**RECORD EXCERPTS:**
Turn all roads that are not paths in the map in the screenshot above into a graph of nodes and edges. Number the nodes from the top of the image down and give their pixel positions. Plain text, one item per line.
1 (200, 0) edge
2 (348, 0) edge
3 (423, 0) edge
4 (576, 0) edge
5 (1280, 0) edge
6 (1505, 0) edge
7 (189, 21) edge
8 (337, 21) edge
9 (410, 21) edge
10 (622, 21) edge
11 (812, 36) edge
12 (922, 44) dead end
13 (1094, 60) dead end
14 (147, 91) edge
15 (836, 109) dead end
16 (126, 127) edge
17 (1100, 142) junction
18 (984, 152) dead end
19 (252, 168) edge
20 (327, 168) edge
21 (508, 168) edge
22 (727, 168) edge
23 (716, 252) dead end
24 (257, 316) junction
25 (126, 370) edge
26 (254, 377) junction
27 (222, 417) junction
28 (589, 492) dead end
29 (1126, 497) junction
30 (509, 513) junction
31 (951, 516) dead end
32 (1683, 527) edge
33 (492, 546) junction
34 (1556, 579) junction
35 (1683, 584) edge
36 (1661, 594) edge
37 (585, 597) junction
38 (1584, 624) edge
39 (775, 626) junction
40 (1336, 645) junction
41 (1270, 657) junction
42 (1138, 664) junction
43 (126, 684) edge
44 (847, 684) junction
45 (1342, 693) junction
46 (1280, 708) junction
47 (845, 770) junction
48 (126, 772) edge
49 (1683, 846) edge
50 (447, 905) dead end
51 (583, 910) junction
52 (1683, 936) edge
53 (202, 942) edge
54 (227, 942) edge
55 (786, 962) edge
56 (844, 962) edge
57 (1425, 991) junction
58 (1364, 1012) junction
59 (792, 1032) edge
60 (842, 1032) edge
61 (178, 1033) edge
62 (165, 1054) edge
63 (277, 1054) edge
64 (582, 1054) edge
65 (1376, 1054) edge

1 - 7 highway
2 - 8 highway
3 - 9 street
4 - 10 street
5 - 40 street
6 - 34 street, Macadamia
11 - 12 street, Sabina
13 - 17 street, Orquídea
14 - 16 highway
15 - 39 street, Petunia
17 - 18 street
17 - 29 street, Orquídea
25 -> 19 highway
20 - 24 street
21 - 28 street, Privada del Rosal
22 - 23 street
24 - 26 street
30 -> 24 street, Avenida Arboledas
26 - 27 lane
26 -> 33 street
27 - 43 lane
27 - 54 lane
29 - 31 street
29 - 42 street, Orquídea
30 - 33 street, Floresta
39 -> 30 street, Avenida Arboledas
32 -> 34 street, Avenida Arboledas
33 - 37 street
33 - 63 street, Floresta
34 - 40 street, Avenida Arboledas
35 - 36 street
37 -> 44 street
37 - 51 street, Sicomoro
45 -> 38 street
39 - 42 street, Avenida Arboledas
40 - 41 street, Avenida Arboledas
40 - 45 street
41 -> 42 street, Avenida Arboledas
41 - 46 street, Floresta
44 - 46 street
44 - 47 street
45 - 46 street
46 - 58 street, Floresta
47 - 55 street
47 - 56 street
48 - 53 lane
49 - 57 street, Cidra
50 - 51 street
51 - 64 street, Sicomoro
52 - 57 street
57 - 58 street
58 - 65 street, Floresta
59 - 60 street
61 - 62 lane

**WHAT YOU NEED TO DO:** Filter the listing above down to the lines that contain the word "Sicomoro".

**ANSWER SECTION:**
37 - 51 street, Sicomoro
51 - 64 street, Sicomoro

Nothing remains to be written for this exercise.